The noble Baroness has consistently talked to women —mainly Muslim women—about their severe problems and their oppression under religiously sanctioned gender discrimination in this country. She has written many articles and reports on this subject, talked to many organisations, and has asked Governments to change the law in similar Bills, in 2012-13, 2015-16, and again now. As we know, the Government in 2016 established an independent review into the application of sharia law, which will report in 2017. I hope that it will take account of the important point made by the noble Baroness, Lady Cox, that many Muslim women,
“are unaware of their legal rights”.
If they are unaware, how can they act?
The noble Baroness’s brilliant 2015 report for the Bow Group, A Parallel World, says it all. She gives numerous examples of discrimination from women and from organisations to illustrate her powerful case. She says in the preface to the report:
“I have sat and wept with those who are oppressed, abused and treated as second class citizens. One Muslim woman told me: ‘I feel betrayed by Britain. I came here to get away from this and the situation is worse here than in the country I escaped from’. This cannot be allowed to continue. Provisions must be introduced to ensure that the operation of Sharia law principles in the UK today is not undermining the rights of women and the rule of law”.

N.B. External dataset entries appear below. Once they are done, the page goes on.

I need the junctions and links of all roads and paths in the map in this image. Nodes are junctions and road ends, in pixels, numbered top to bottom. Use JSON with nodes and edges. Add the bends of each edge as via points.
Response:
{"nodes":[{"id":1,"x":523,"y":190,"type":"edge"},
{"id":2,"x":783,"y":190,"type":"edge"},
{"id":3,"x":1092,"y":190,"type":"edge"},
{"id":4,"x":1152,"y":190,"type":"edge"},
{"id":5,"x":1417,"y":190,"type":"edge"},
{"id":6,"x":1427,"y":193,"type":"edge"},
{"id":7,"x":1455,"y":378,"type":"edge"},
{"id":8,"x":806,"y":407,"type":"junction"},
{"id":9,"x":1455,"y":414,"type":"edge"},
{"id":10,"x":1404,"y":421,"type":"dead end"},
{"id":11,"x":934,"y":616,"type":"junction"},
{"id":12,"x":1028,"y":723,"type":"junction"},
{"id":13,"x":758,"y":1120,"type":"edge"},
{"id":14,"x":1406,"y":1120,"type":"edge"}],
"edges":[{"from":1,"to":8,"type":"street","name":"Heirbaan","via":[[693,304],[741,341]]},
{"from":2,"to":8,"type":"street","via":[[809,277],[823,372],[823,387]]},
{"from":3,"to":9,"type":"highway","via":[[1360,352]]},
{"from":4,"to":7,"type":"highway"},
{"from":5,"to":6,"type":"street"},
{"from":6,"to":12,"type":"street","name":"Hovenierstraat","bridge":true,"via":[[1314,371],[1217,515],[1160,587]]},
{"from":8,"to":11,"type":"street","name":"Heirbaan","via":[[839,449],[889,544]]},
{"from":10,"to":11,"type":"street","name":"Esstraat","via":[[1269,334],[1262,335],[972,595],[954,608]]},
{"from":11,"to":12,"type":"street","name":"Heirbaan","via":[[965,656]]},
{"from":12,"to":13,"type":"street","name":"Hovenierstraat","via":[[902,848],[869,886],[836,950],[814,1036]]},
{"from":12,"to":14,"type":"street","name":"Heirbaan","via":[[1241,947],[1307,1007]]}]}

As the noble Baroness has consistently pointed out, she fights incredibly hard for women. Again, she points out:
“The Bill does not interfere in the internal theological affairs of religious groups. In a free society, and in accordance with the hard-fought tradition of freedom of religion and belief, individuals must be able to organise their affairs according to their own principles, whether religious or otherwise. However, attempting to operate a parallel legal jurisdiction and to allow the de facto creation of new legal structures and standards is unacceptable”,
in this country. She is asking for a positive response from the Government. I sincerely hope that she gets it. We shall be watching every move.